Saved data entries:
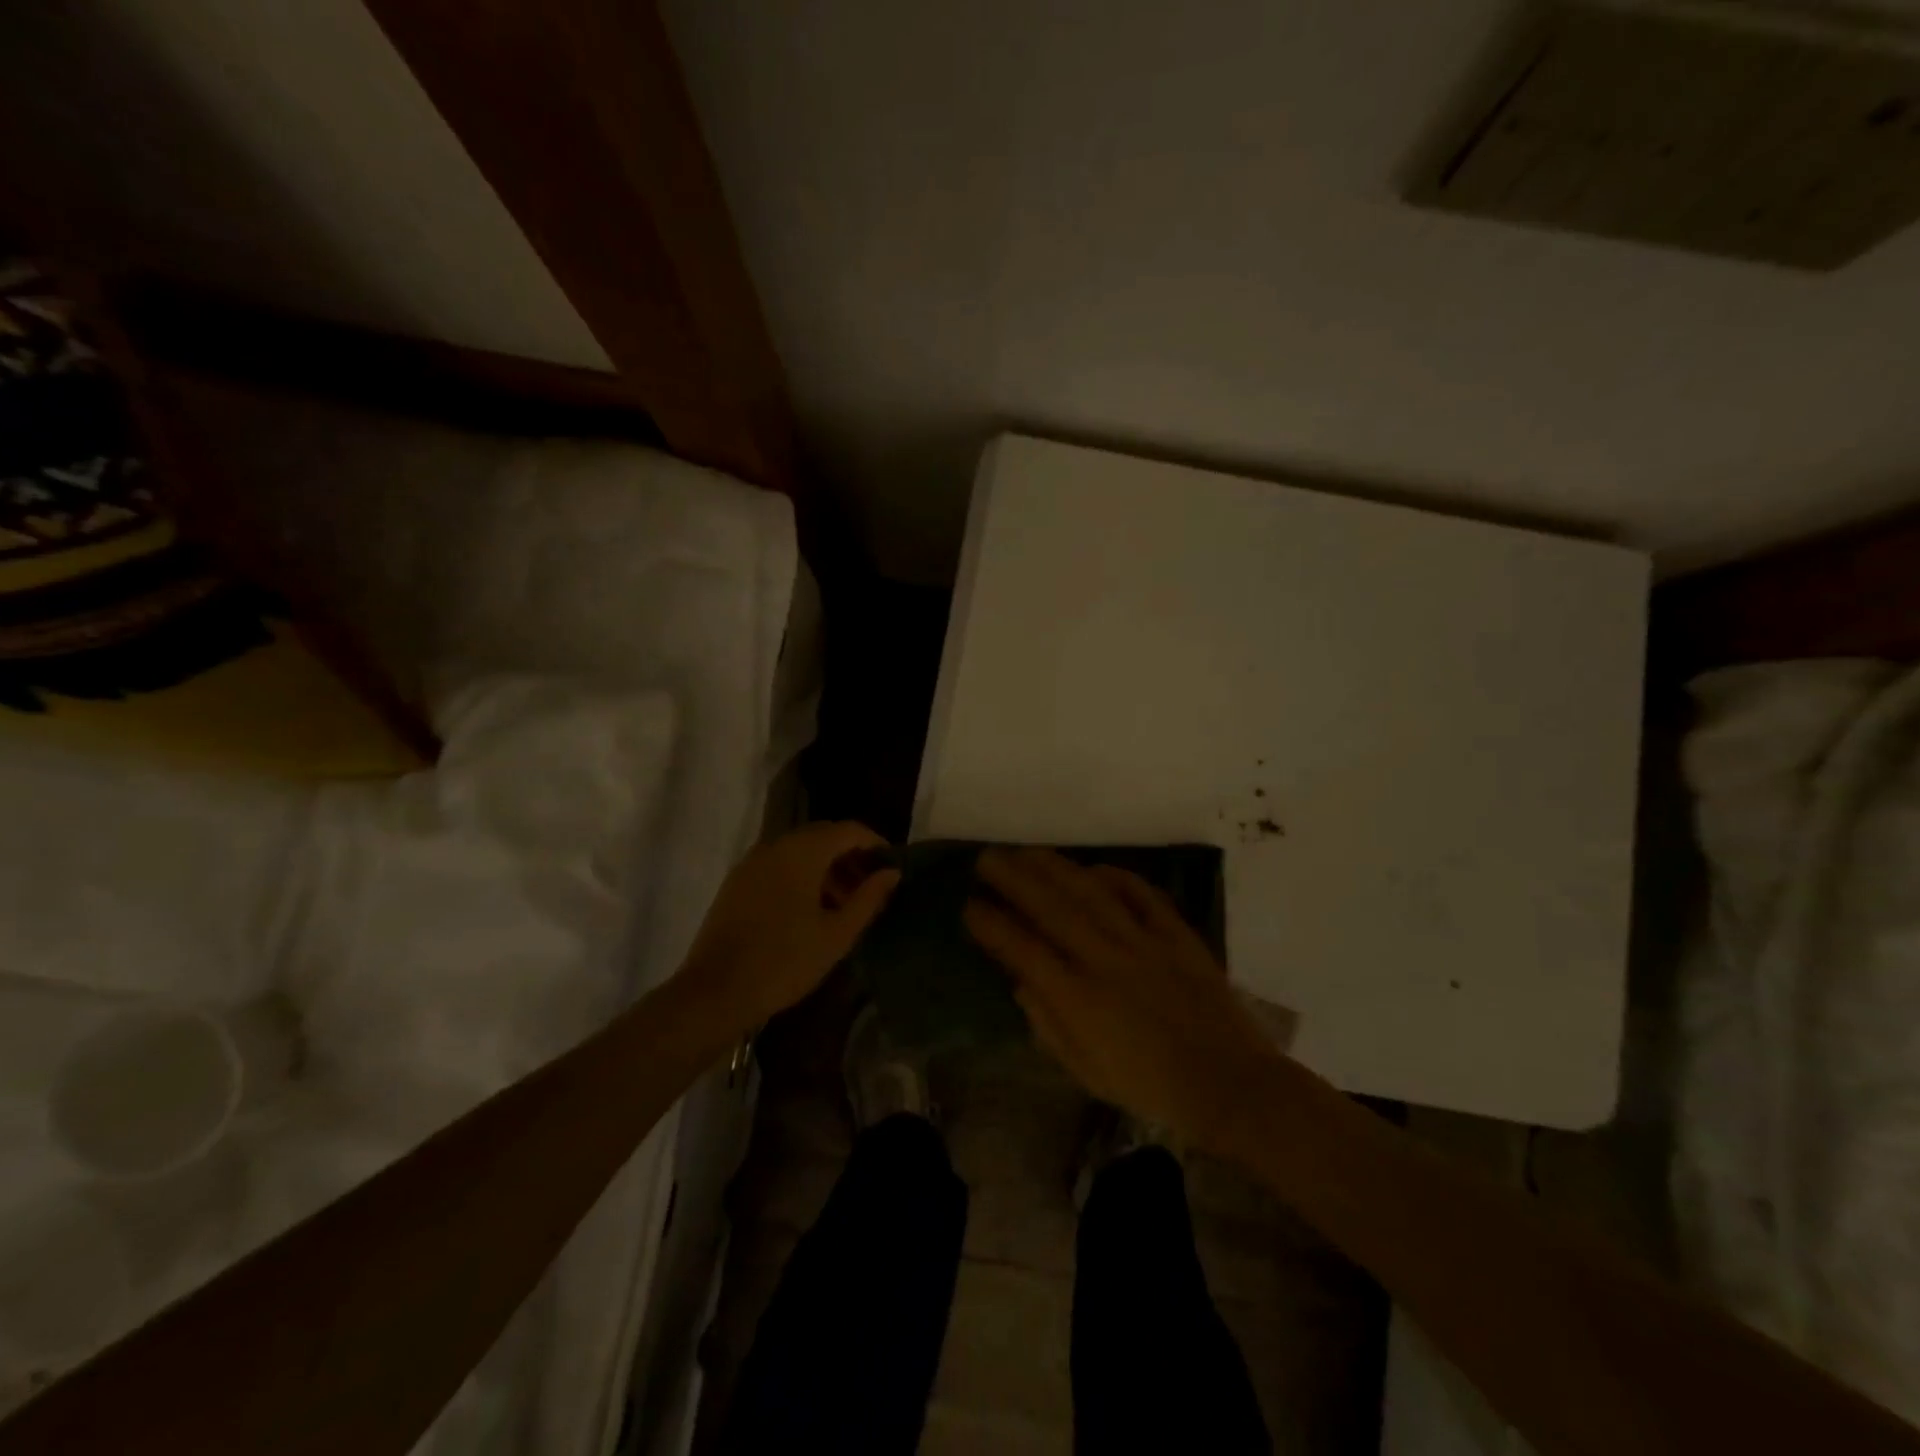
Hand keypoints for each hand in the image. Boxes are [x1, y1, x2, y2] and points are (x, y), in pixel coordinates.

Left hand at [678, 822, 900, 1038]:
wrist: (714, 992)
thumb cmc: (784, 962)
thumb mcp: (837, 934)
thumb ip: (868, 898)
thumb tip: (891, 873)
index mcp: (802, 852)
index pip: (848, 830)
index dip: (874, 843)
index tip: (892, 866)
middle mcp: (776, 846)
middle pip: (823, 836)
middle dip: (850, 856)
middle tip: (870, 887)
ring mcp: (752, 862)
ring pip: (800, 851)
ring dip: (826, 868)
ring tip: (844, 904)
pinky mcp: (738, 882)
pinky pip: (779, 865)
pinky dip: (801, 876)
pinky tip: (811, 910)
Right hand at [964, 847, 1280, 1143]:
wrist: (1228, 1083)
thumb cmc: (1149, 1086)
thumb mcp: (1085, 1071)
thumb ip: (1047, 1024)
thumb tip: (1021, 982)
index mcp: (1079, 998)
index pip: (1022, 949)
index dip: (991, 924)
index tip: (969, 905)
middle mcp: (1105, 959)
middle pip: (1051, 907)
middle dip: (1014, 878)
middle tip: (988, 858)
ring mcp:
==
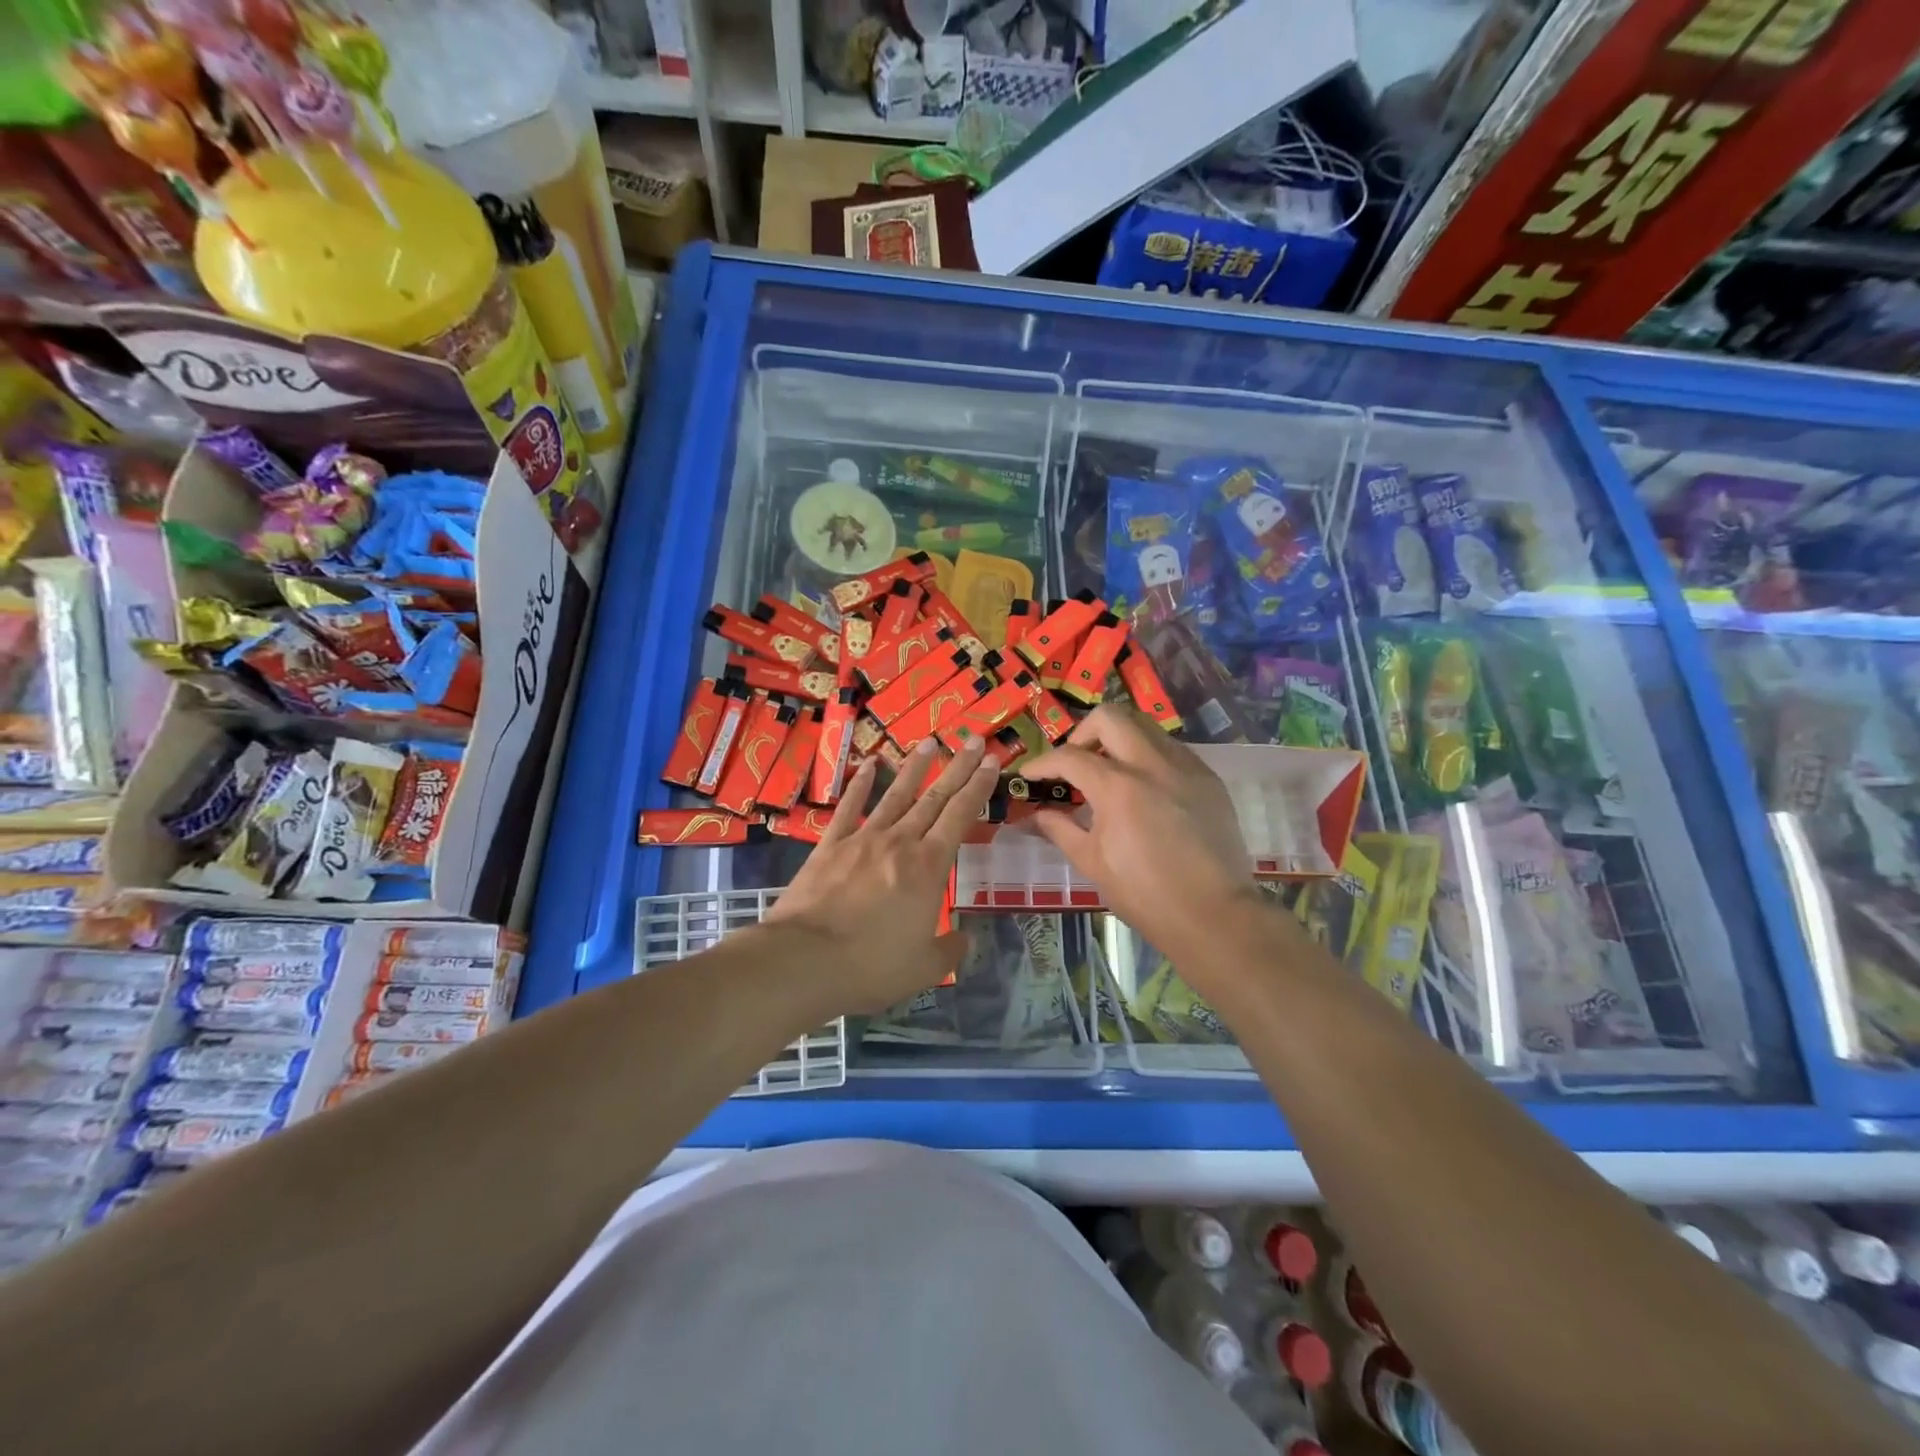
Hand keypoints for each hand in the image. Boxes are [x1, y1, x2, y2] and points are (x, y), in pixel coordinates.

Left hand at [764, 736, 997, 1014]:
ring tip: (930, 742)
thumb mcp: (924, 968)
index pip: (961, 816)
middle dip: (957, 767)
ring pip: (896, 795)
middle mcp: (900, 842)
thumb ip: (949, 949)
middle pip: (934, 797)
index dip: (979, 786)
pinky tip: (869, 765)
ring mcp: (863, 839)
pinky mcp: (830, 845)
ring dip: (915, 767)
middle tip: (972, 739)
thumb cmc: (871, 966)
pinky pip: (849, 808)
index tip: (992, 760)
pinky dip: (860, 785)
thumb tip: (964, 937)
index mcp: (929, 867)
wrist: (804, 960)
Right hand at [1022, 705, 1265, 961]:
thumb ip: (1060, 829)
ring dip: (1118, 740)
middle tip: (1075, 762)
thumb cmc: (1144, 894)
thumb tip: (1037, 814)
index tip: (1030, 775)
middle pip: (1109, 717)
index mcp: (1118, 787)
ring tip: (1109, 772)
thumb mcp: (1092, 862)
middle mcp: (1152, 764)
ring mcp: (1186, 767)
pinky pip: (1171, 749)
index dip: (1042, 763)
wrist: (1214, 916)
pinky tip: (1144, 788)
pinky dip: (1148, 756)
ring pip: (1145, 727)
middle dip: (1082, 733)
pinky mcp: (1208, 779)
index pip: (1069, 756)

Work instruction:
Reproduce each line of the records in which the word "pinky" appears.

Your solution:
pinky mcp: (738, 882)
pinky pip: (779, 865)
pinky dip: (801, 876)
pinky tip: (811, 910)
pinky tip: (869, 765)
pinky mcp: (830, 845)
pinky pip: (849, 808)
pinky dip: (860, 785)
pinky pip: (1171, 749)
pinky tip: (1144, 788)
pinky dip: (1148, 756)
pinky mcp: (1208, 779)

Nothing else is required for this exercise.